Newton (1997) considered social capital as subjective phenomenon formed by values and
attitudes which influence interactions.
In "Social Capital and Development: The Coming Agenda," Francis Fukuyama points out that
there isn't an agreed definition of social capital, so he explains it as "shared norms or values that
promote social cooperation, instantiated in actual social relationships" (Fukuyama, 27), and uses
this definition throughout this paper. He argues that social capital is a necessary precondition for
successful development, but a strong rule of law and basic political institutions are necessary to
build social capital. He believes that a strong social capital is necessary for a strong democracy
and strong economic growth. Familism is a major problem of trust because it fosters a two-tiered
moral system, in which a person must favor the opinions of family members. Fukuyama believes
that bridging social capital (a phrase used by Putnam in Bowling Alone), is essential for a strong
social capital because a broader radius of trust will enable connections across borders of all sorts
and serve as a basis for organizations. Although he points out many problems and possible
solutions in his paper, he does admit that there is still much to be done to build a strong social
capital.
Nahapiet and Ghoshal in their examination of the role of social capital in the creation of
intellectual capital, suggest that social capital should be considered in terms of three clusters:
structural, relational, and cognitive. Carlos García Timón describes that the structural dimensions
of social capital relate to an individual ability to make weak and strong ties to others within a
system. This dimension focuses on the advantages derived from the configuration of an actor's,
either individual or collective, network. The differences between weak and strong ties are
explained by Granovetter. The relational dimension focuses on the character of the connection
between individuals. This is best characterized through trust of others and their cooperation and
the identification an individual has within a network. Hazleton and Kennan added a third angle,
that of communication. Communication is needed to access and use social capital through
exchanging information, identifying problems and solutions, and managing conflict. According
to Boisot and Boland and Tenkasi, meaningful communication requires at least some sharing
context between the parties to such exchange.

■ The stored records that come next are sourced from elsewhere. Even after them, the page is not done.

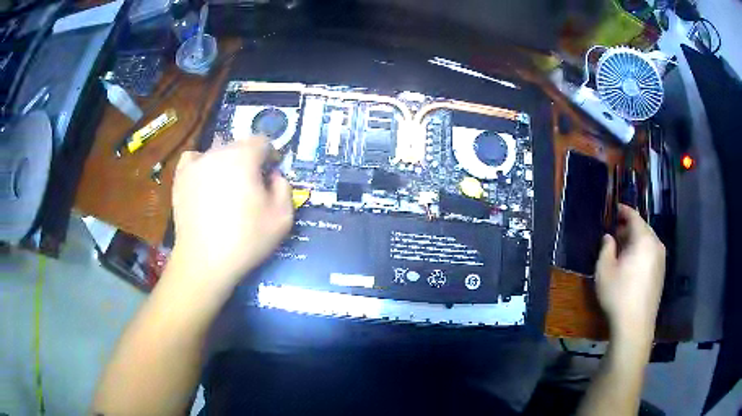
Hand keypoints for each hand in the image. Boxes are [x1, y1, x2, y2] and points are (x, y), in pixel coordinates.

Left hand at [169, 136, 293, 288]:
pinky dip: (202, 165)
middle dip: (249, 161)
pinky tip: (204, 180)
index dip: (270, 156)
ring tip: (226, 190)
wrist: (205, 261)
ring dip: (226, 165)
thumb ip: (284, 187)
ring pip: (217, 153)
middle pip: (239, 146)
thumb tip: (273, 175)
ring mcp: (195, 163)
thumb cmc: (246, 240)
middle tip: (250, 189)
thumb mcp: (282, 217)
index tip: (271, 175)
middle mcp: (218, 152)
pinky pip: (193, 159)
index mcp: (244, 157)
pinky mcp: (180, 177)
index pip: (262, 141)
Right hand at [596, 204, 665, 343]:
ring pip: (648, 241)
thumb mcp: (604, 270)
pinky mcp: (661, 273)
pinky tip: (632, 264)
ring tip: (622, 249)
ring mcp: (661, 260)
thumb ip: (606, 248)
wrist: (636, 325)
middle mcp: (656, 245)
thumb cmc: (619, 295)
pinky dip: (642, 252)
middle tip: (615, 232)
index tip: (614, 209)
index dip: (623, 210)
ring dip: (635, 241)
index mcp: (644, 239)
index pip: (634, 216)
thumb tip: (609, 237)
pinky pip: (651, 253)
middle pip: (643, 228)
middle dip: (629, 227)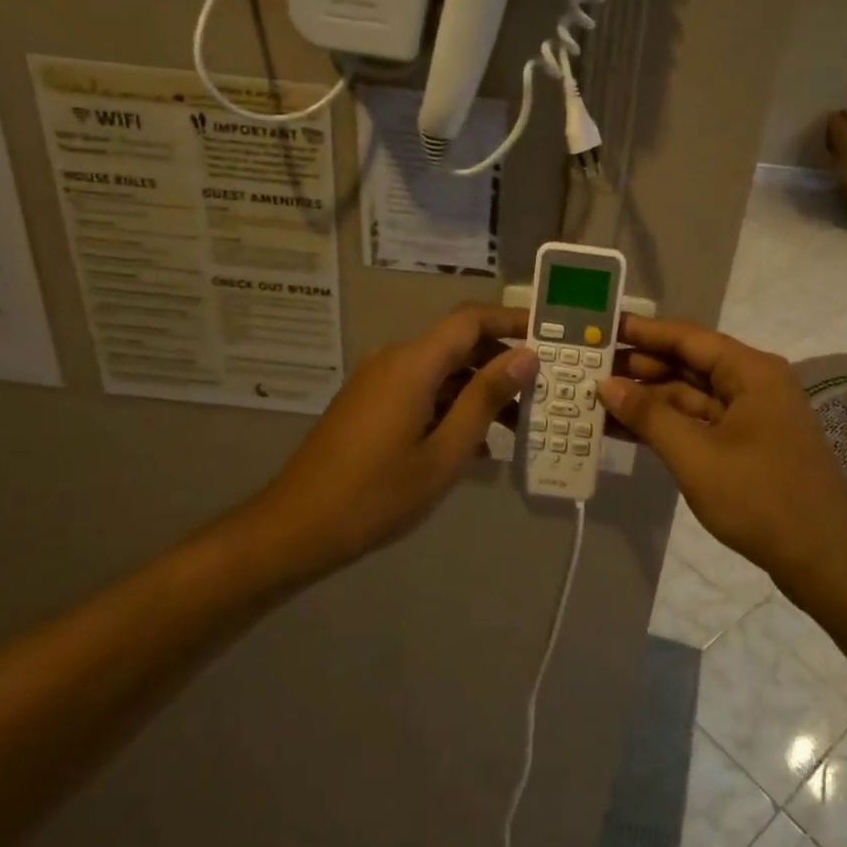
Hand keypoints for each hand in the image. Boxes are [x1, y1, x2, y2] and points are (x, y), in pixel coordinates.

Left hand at [259, 304, 534, 569]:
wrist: (298, 526)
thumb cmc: (377, 493)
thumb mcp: (444, 452)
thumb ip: (486, 398)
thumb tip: (526, 356)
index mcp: (412, 363)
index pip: (470, 319)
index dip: (511, 320)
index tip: (549, 335)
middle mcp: (394, 359)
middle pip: (457, 343)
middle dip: (500, 363)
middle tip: (540, 391)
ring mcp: (377, 381)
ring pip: (440, 371)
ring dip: (477, 390)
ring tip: (516, 426)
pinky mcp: (369, 403)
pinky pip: (420, 390)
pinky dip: (451, 405)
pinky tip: (475, 443)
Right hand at [599, 318, 846, 575]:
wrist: (823, 559)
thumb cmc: (760, 498)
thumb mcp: (696, 455)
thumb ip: (649, 415)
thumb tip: (607, 385)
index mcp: (751, 372)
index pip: (687, 338)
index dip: (643, 331)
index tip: (602, 327)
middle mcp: (753, 384)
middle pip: (688, 364)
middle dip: (640, 367)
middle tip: (589, 366)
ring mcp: (751, 417)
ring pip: (690, 396)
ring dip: (649, 399)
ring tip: (597, 398)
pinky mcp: (747, 445)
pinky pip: (699, 423)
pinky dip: (666, 425)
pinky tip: (625, 429)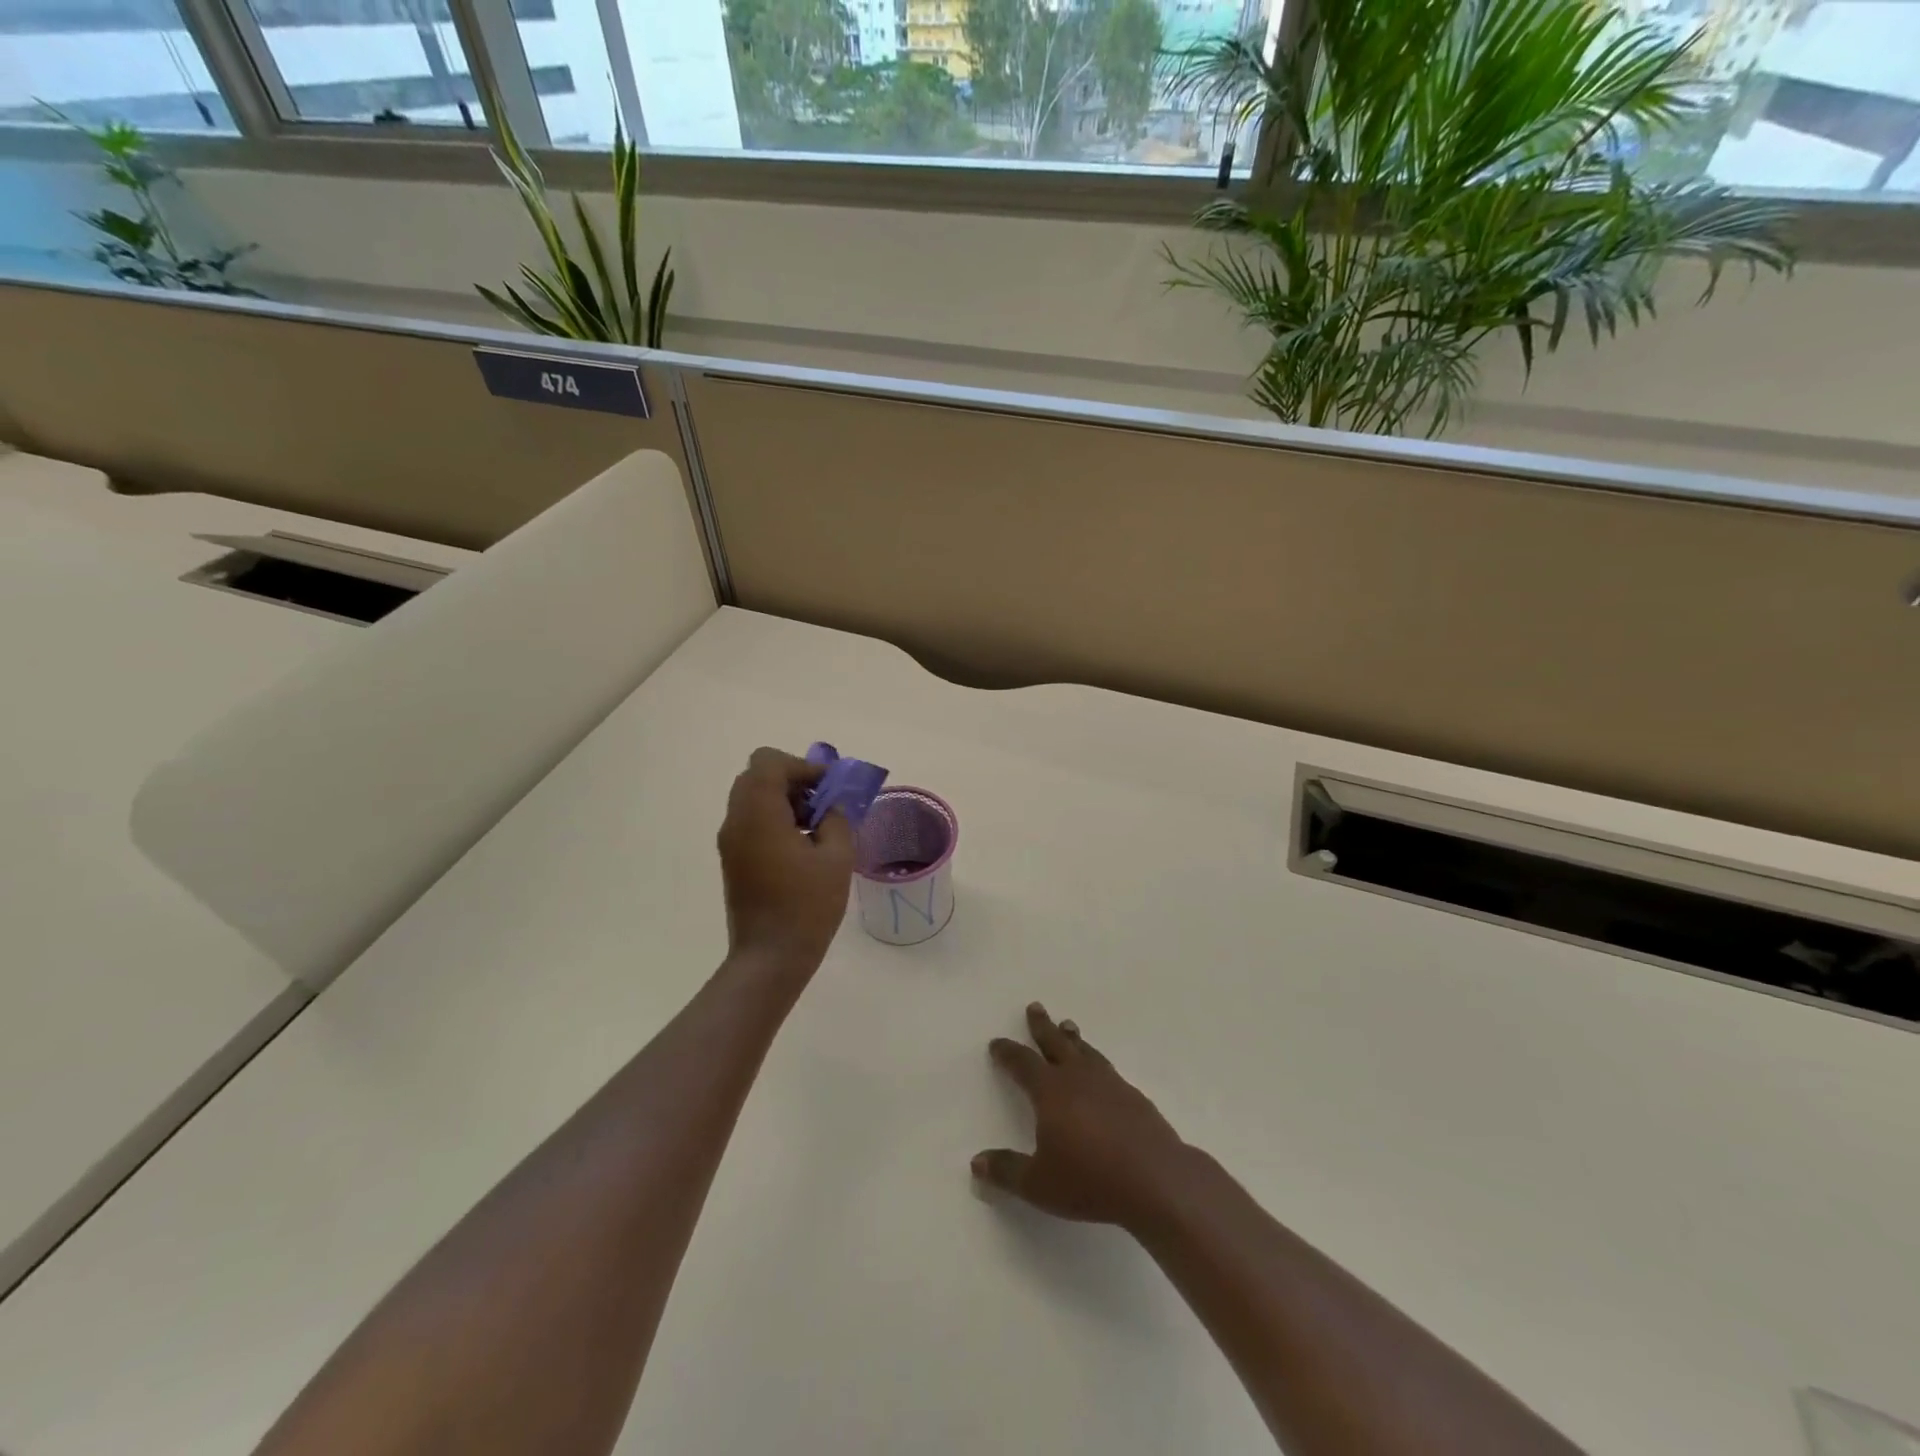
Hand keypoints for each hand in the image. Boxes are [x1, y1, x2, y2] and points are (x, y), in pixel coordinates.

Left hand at [717, 747, 854, 978]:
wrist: (770, 957)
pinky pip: (750, 821)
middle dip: (793, 780)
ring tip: (816, 826)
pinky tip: (801, 846)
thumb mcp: (837, 857)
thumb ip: (837, 819)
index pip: (769, 762)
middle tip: (823, 803)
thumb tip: (831, 808)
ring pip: (752, 797)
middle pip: (758, 776)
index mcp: (759, 813)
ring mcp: (730, 841)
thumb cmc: (807, 906)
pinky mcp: (732, 859)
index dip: (802, 765)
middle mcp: (736, 820)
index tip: (828, 788)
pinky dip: (774, 818)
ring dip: (784, 800)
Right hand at [972, 1003, 1193, 1231]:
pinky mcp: (1134, 1096)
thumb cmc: (1089, 1179)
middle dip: (1042, 1026)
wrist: (1155, 1179)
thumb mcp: (1038, 1184)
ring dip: (1073, 1038)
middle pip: (1056, 1043)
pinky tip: (1101, 1070)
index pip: (1023, 1063)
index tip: (997, 1042)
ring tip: (1068, 1025)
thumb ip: (1006, 1171)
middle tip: (1035, 1006)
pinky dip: (1097, 1061)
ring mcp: (1109, 1083)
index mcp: (1050, 1091)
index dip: (1008, 1053)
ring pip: (1085, 1051)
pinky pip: (1108, 1068)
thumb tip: (976, 1163)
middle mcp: (1078, 1077)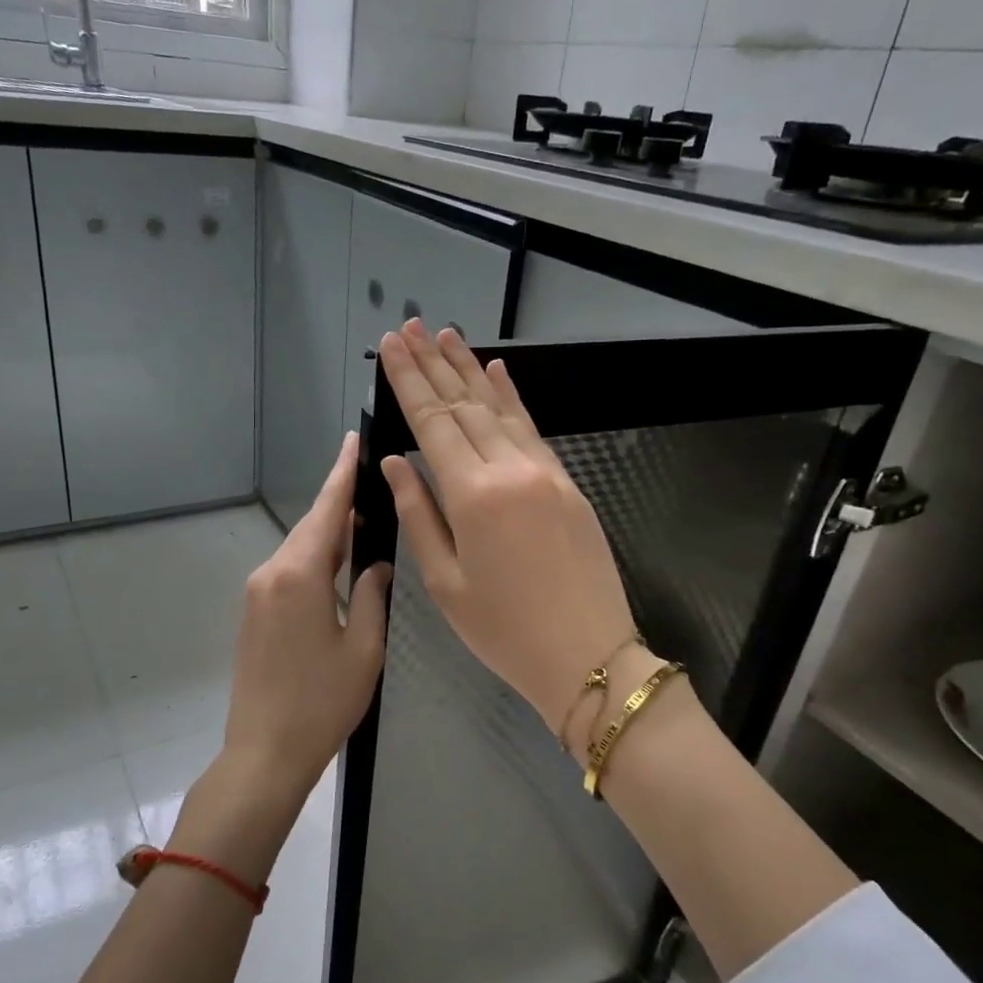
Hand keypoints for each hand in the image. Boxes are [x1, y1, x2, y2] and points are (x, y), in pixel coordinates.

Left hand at [221, 432, 391, 796]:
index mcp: (299, 576)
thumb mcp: (363, 649)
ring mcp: (257, 594)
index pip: (326, 511)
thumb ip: (372, 595)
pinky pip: (289, 572)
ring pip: (300, 550)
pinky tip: (338, 564)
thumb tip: (376, 565)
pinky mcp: (254, 614)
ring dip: (329, 533)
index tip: (352, 440)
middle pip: (311, 527)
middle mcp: (271, 574)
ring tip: (363, 518)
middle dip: (339, 501)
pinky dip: (315, 559)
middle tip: (369, 477)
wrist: (263, 752)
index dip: (342, 474)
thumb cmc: (321, 703)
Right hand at [377, 319, 634, 753]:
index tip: (392, 347)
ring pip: (500, 408)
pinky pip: (532, 429)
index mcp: (473, 496)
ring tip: (448, 336)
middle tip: (412, 327)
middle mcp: (510, 470)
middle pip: (465, 405)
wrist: (589, 655)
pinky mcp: (567, 483)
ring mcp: (545, 473)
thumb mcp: (445, 583)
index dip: (410, 382)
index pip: (432, 423)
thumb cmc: (504, 631)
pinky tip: (498, 372)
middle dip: (435, 364)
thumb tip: (396, 464)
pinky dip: (512, 397)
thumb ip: (419, 514)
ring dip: (471, 370)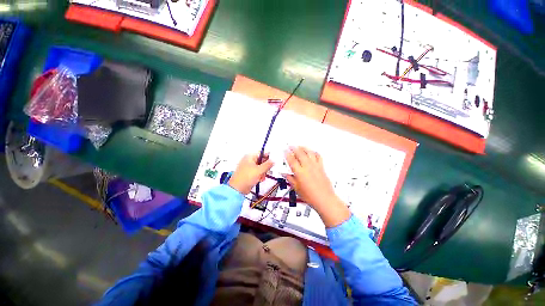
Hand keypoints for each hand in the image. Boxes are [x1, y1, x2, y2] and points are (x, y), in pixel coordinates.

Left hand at [229, 153, 273, 194]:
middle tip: (266, 171)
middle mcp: (248, 160)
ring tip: (261, 177)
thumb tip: (273, 160)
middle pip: (261, 161)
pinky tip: (259, 179)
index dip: (267, 157)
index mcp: (249, 157)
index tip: (272, 162)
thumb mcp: (259, 170)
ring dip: (262, 172)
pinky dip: (259, 175)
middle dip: (265, 167)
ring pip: (259, 167)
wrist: (237, 189)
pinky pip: (256, 172)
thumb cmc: (246, 177)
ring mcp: (248, 167)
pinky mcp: (248, 173)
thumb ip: (268, 165)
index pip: (261, 153)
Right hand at [284, 146, 349, 226]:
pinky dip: (314, 152)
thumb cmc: (310, 196)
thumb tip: (285, 174)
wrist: (324, 199)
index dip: (287, 154)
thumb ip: (290, 179)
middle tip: (290, 146)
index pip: (291, 160)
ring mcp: (315, 166)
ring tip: (300, 146)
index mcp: (300, 173)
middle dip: (294, 148)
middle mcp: (307, 167)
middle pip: (300, 153)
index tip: (285, 151)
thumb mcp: (297, 188)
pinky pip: (318, 156)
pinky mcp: (321, 167)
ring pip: (309, 152)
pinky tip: (312, 152)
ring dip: (304, 148)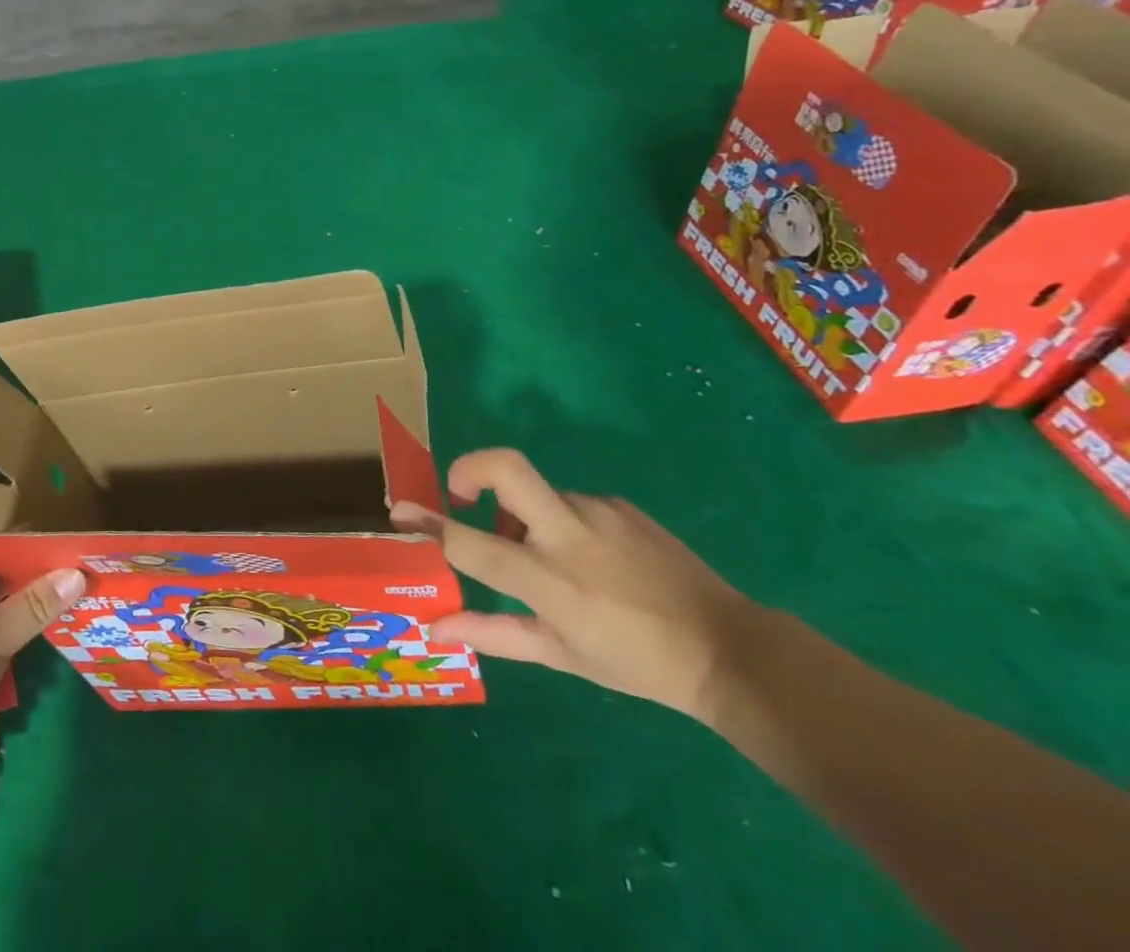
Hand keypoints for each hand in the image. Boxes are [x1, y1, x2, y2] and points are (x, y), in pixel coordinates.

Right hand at [390, 449, 761, 722]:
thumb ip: (491, 633)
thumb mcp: (558, 655)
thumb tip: (433, 628)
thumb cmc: (635, 663)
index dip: (429, 524)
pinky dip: (560, 522)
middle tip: (461, 495)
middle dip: (468, 469)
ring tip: (547, 558)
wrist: (729, 650)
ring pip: (536, 492)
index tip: (400, 511)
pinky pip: (569, 502)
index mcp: (549, 581)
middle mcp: (568, 534)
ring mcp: (598, 511)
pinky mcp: (619, 504)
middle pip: (504, 467)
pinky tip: (590, 559)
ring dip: (523, 515)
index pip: (471, 543)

The cognitive dimension focusses on the shared meaning and understanding that individuals or
groups have with one another.
A number of scholars have raised concerns about lack of precise definition of social capital.
Portes, for example, noted that the term has become so widely used, including in mainstream
media, that "the point is approaching at which social capital comes to be applied to so many
events and in so many different contexts as to lose any distinct meaning." Robison, Schmid, and
Siles reviewed various definitions of social capital and concluded that many did not satisfy the
formal requirement of a definition. They noted that definitions must be of the form A=B while
many definition of social capital described what it can be used to achieve, where it resides, how
it can be created, and what it can transform. In addition, they argue that many proposed
definition of social capital fail to satisfy the requirements of capital. They propose that social
capital be defined as "sympathy". The object of another's sympathy has social capital. Those who
have sympathy for others provide social capital. One of the main advantages of having social
capital is that it provides access to resources on preferential terms. Their definition of sympathy
follows that used by Adam Smith, the title of his first chapter in the "Theory of Moral
Sentiments."
A network-based conception can also be used for characterizing the social capital of
collectivities (such as organizations or business clusters).